Speaking of pretty cool, Murray Gold's music veered back into that category with this story. He gave us some truly beautiful music to go with the imagery this time, particularly the movements that accompany the reveal of the cave and the bit where Toby is standing out in the vacuum and then kills Scooti. That was very "Firefly"-like, and that's always a good thing. More like this please, Murray.
There's lots of other things I want to praise about this story too, but this is already going on a very long time, so I'm going to just have to list things and tell you at the top here that these were are all fantastic: the entire guest cast and the way their parts were written, the character name of Captain Zachary Cross Flane which is just the coolest name ever, the Ood, the inventive plot of the Beast trying to escape the jail in mind and not in body, the rocket, the ventilation ducts which for once don't do any venting, the spacesuits, the random spooky voices, putting the next week trail after the credits again... and so on and so on.
And last and least, I will take my shots at the ropey physics. I call them the least because they're all things that could have been fixed, and none of these things being wrong really impede the story in any way. It's just frustrating for someone of my background to see these things continuing to crop up from time to time. I do wish they'd let someone with a science background at least glance over the scripts before they shoot them so burs like this can be sanded down though.
There clearly seems to be gravity on the surface of this planetoid, so why is Scooti's dead body not just lying on the ground outside where Toby cracked the wall? Why is she suddenly floating above the base and off towards the black hole? (It looked really, really cool, I'll grant you, but why?)
Why is the gravity near and within the pit at normal levels when, being near the center of the planetoid, it should be balanced out to near zero-g? And since it should be near zero-g, that could've been used as the reason why the Doctor didn't crash when he got the bottom of the pit.
Why do they keep saying it's impossible to orbit a black hole when it is no such thing? (All this needed was to say that they're beyond the event horizon of the black hole while they're orbitting... now that would be impossible.)
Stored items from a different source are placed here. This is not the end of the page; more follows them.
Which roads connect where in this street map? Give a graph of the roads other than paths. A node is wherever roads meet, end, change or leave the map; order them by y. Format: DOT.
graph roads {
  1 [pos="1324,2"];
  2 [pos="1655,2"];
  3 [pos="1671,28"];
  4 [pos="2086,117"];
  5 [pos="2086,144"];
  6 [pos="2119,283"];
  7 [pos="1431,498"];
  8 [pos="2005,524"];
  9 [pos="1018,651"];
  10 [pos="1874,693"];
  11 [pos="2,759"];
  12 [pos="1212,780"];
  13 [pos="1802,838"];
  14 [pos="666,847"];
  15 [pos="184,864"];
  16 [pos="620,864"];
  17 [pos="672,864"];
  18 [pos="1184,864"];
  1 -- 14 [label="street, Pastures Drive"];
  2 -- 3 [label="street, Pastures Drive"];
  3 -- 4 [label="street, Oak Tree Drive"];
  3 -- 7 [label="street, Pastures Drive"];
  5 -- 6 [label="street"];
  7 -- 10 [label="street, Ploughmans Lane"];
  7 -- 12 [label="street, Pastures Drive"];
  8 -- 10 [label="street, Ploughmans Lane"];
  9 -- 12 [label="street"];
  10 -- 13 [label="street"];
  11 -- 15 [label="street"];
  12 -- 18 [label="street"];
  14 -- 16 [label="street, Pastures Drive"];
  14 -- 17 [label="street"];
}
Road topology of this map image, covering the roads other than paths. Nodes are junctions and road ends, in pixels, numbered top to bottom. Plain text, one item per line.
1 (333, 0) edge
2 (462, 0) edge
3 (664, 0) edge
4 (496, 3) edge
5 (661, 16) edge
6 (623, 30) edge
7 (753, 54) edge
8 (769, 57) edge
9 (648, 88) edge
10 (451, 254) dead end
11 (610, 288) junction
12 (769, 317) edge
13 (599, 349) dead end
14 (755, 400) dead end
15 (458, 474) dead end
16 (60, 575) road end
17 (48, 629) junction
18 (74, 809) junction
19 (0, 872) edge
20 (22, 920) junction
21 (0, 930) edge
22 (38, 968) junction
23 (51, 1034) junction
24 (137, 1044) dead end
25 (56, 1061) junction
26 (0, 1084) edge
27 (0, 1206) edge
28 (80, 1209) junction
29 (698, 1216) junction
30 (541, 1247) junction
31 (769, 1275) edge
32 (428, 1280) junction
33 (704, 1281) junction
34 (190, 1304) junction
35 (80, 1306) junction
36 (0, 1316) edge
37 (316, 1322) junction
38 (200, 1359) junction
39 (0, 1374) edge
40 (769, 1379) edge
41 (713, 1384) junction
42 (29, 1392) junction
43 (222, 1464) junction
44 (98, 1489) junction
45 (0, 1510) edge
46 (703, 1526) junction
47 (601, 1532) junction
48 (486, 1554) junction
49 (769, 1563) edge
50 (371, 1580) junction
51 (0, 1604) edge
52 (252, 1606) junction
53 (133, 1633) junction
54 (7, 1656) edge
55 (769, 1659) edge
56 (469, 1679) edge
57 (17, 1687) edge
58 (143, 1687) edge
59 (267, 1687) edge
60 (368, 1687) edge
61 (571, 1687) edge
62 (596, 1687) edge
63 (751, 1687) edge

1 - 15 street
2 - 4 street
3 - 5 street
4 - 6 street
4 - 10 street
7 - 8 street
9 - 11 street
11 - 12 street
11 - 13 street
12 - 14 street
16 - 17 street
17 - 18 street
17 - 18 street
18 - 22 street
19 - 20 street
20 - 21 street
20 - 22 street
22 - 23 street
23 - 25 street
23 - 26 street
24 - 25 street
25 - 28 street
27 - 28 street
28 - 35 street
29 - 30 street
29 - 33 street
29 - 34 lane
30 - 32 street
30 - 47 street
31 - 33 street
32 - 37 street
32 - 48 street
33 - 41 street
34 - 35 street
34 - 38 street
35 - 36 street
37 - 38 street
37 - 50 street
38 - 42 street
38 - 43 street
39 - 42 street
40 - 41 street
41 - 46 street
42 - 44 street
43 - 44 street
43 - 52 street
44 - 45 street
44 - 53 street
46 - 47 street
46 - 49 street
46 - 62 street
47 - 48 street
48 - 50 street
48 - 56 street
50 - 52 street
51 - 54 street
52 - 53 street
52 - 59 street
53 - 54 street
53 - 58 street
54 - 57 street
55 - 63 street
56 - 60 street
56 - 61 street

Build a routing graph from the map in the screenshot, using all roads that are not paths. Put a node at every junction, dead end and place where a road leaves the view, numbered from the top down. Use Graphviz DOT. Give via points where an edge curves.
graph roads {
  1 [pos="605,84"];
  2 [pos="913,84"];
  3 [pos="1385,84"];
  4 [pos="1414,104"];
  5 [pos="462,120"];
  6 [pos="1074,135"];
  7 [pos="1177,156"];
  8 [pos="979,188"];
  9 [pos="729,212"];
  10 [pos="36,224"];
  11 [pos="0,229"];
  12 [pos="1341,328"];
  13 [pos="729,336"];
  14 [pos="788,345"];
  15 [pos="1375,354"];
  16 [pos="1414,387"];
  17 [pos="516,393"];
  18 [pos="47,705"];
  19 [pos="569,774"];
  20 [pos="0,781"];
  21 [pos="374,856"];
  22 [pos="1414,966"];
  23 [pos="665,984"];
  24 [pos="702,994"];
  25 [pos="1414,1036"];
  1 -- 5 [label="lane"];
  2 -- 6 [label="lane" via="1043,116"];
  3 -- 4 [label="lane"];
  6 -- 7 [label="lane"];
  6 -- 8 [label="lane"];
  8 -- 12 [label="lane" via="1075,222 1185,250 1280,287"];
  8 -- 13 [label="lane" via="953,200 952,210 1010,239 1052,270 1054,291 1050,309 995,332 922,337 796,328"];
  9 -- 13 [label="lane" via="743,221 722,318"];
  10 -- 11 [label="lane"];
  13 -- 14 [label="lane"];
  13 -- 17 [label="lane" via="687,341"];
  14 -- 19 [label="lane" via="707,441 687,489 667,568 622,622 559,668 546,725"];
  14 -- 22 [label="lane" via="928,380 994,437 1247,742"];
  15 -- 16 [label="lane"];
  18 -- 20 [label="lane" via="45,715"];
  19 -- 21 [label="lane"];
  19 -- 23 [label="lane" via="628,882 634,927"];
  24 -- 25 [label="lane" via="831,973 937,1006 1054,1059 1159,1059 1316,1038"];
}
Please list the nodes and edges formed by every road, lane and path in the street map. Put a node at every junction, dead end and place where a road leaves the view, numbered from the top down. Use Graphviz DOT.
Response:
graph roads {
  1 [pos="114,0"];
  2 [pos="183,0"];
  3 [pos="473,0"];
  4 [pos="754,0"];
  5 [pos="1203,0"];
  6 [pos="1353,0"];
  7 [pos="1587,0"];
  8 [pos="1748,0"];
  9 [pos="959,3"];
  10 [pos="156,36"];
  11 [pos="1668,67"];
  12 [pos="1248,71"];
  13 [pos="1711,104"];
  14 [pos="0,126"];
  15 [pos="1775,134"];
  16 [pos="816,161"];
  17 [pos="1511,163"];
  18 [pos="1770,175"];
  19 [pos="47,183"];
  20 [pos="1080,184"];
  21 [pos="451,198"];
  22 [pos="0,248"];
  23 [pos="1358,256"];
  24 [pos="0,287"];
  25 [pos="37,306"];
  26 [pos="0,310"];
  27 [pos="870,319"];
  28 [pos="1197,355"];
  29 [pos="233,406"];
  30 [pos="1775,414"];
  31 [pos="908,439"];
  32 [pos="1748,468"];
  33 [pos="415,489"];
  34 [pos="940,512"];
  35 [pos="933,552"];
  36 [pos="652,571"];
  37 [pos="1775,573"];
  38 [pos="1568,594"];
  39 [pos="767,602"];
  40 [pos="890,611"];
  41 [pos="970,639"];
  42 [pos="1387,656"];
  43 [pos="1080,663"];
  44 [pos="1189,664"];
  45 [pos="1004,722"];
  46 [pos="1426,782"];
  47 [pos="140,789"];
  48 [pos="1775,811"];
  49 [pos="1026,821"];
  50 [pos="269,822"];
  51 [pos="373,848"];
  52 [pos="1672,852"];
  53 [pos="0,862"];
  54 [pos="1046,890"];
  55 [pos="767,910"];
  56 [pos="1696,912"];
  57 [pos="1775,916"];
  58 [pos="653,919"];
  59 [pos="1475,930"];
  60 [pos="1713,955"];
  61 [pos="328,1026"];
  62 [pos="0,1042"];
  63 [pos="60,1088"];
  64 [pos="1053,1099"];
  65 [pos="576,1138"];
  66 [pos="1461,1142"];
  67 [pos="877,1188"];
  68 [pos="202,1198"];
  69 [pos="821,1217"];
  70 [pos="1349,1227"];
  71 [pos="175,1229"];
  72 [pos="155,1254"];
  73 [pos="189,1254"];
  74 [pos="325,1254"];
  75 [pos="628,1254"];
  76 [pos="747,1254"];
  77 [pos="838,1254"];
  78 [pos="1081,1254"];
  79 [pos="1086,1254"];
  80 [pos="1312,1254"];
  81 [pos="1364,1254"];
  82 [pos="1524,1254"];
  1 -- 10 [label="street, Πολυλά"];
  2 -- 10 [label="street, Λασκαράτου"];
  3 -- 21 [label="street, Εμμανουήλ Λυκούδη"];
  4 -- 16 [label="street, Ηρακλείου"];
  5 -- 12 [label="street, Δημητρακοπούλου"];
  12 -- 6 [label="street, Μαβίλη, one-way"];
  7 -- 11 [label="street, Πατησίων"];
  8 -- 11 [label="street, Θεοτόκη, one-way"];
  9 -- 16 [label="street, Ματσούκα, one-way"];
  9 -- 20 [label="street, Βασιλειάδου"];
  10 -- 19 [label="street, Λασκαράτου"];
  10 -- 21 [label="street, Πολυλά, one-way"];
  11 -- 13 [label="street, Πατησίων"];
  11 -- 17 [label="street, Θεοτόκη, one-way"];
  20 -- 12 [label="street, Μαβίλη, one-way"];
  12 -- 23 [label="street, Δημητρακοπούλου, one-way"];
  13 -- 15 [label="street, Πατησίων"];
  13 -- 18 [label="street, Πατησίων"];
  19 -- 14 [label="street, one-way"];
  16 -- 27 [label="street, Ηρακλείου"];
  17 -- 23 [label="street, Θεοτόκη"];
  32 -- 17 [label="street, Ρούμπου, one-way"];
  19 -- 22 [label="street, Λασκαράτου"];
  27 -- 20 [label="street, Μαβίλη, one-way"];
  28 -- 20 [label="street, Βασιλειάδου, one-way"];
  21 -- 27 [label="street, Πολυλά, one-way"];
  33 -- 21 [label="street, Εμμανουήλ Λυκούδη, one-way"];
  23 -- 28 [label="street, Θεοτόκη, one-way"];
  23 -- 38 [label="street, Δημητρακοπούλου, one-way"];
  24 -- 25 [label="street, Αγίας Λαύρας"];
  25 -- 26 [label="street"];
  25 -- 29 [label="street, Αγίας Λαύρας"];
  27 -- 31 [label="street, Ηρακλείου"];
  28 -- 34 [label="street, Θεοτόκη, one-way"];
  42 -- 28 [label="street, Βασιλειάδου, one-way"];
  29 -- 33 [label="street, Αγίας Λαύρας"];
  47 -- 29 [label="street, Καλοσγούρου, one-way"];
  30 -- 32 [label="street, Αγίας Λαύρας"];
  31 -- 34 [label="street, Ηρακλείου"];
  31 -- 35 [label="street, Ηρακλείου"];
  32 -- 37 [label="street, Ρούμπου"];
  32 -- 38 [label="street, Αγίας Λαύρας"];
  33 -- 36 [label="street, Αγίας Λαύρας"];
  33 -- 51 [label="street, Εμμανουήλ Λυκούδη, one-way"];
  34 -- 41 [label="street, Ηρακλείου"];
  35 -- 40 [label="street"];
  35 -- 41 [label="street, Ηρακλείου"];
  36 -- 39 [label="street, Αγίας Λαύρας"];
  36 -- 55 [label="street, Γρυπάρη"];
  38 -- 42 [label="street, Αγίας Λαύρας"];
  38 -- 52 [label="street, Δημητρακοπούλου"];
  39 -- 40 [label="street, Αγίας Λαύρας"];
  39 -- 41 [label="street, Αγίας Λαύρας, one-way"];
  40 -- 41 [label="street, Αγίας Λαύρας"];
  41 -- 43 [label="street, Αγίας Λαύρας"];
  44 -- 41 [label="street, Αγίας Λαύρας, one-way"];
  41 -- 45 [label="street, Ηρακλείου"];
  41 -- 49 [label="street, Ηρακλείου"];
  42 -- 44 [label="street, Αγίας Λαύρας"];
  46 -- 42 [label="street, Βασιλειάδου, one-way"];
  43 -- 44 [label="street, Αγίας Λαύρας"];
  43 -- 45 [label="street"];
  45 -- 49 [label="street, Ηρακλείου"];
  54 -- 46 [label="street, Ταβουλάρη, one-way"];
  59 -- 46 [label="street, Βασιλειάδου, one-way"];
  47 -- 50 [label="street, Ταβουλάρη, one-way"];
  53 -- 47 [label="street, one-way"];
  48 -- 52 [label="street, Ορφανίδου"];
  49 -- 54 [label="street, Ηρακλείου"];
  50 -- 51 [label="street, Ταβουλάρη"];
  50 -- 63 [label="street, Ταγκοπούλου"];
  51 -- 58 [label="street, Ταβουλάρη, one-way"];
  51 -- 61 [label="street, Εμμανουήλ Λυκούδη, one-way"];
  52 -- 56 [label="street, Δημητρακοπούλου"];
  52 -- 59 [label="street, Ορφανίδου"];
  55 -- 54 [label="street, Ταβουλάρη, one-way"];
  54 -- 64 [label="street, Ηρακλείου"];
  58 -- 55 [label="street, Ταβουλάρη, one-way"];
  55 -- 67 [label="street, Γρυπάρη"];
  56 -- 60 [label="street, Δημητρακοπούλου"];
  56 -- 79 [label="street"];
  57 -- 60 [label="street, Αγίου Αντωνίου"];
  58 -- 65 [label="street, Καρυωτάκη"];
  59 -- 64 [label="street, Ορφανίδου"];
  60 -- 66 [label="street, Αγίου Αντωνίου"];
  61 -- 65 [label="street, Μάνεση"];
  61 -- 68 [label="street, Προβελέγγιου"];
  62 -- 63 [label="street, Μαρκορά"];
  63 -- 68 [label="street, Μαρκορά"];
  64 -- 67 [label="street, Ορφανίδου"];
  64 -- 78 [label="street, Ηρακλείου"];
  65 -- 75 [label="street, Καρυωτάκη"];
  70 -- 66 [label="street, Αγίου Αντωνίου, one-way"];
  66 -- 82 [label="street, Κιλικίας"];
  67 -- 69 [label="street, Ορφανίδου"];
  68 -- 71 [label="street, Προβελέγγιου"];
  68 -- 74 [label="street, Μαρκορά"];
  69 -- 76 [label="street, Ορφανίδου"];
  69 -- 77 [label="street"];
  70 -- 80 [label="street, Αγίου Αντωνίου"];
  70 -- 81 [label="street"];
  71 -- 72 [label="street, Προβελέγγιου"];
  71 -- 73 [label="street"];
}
Sci-fi tends to scrimp around the sounds-in-space issue for dramatic effect when ships are shooting at each other, but as recently as "The Parting of the Ways" we saw "Doctor Who" not allowing Dalek-to-person sound transmission through the vacuum. So how can Ida and the Doctor hear the rocket take off when it's doing so in vacuum?
That's all that come to mind right now, but I suspect there might have been one or two others.
Overall though, a tremendous story and a welcome return for "Doctor Who" to a truly alien planet and situation. 9.5 out of 10. (I'm docking 0.5 for the ropey physics.